Version: 1.2

Testing Realtime Features

Overview

Testing realtime features involves validating both the transformation logic and the interaction with batch/stream feature dependencies. Realtime features can be tested using mock data to simulate both request data and feature dependencies.

Testing Methods

Realtime features support multiple testing approaches:

1. Using `get_features_for_events()` with mock inputs

The get_features_for_events() method allows you to test offline retrieval of realtime features by providing mock feature values directly in the events DataFrame.

Unlike batch and stream feature views that use a mock_inputs parameter, Realtime Feature Views mock request sources and dependent feature values directly in the events data frame. This allows you to specify different mocked values for each timestamp in the events DataFrame, enabling point-in-time testing scenarios.

tip

If a dependent feature column is not mocked, Tecton will try to compute it from the raw data source source or read it from the offline store. If you would like to purely use mock inputs and not read from a data source, you should mock every feature column in the dependent feature view.

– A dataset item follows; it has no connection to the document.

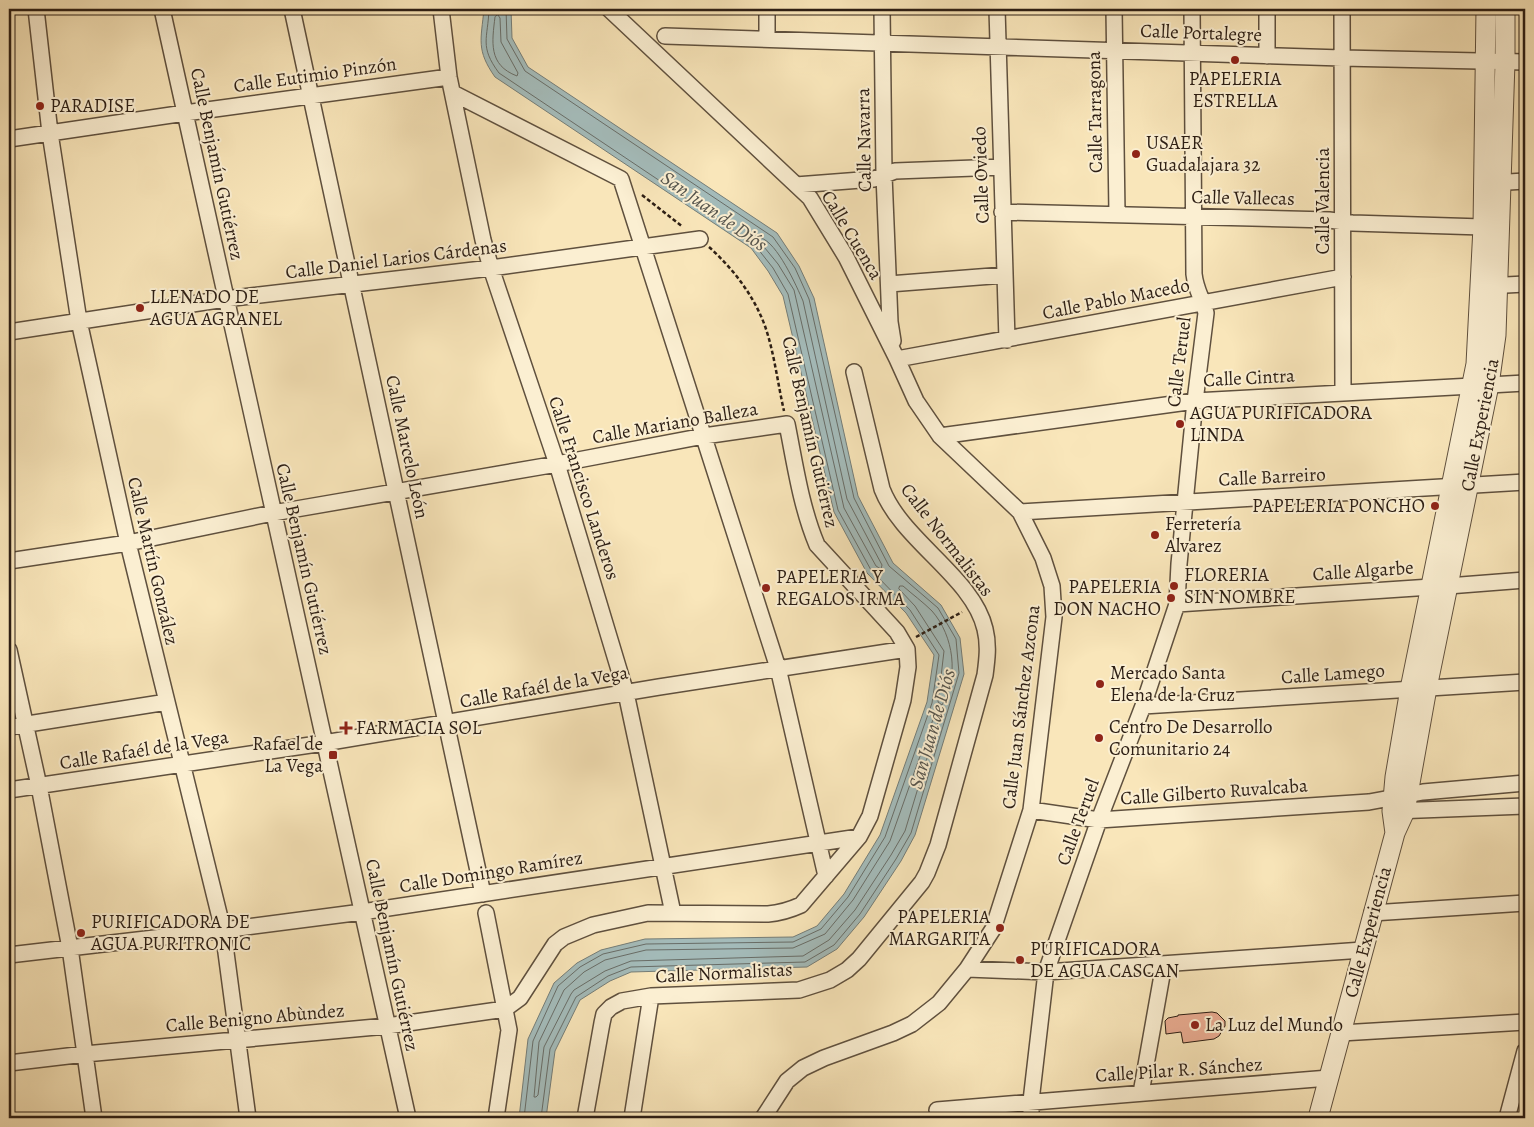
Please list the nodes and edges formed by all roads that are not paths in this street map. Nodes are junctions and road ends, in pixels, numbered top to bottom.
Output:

Learn more about mocking dependent features and request sources

# Create events DataFrame with mock feature dependencies
# This RTFV depends on user_spending_metrics and user_profile feature views
events_df = pd.DataFrame(
    {
        "user_id": ["user_1", "user_2"],
        "timestamp": [datetime(2023, 4, 2), datetime(2023, 4, 3)],
        "transaction_amount": [500, 750],
        # Mock batch feature dependencies - these represent the dependent feature values
        # that would be available at the timestamp for each user
        "user_spending_metrics__avg_daily_spend": [100, 200],
        "user_profile__account_tier": ["premium", "basic"],
    }
)

# Test realtime feature
result_df = rtfv.get_features_for_events(events_df)

Result

user_id	timestamp	transaction_amount	fraud_detection__is_high_risk	fraud_detection__tier_multiplier
user_1	2023-04-02 00:00:00	500	1	1.5
user_2	2023-04-03 00:00:00	750	1	1.0

2. Using `run_transformation()` with mock input data

For realtime feature views with transformations where you would like to test the results of a single invocation of the RTFV, use run_transformation() with mock input data:

# Mock all feature inputs
input_data = {
    "transaction_request": pd.DataFrame([{"amount": 100.0, "merchant_category": "grocery"}]),
    "user_spending_metrics": pd.DataFrame([{"avg_spend_30d": 200.0, "transaction_count_7d": 15}]),
}

result = rtfv.run_transformation(input_data=input_data)
print(result)  # {"is_spending_anomaly": 0}

Mocking Dependent Features and Request Sources

When testing realtime features with get_features_for_events(), you can mock both dependent feature values and request source data directly in the events DataFrame. This allows you to test your realtime transformation logic without needing to materialize dependent features.

Mocking Request Sources

Request source data uses the original column names as defined in your RequestSource schema:

# For a RequestSource with fields: transaction_amount, merchant_category
events_df = pd.DataFrame(
    {
        "user_id": ["user_1", "user_2"],
        "timestamp": [datetime(2023, 4, 2), datetime(2023, 4, 3)],
        # Request source columns - use original names
        "transaction_amount": [500, 750],
        "merchant_category": ["grocery", "electronics"],
    }
)

Mocking Dependent Feature Values

Batch and stream feature dependencies use the naming convention {feature_view_name}__{feature_name}:

These mock columns simulate the exact feature values that would be passed to the realtime feature view at the point-in-time specified by the timestamp in each row.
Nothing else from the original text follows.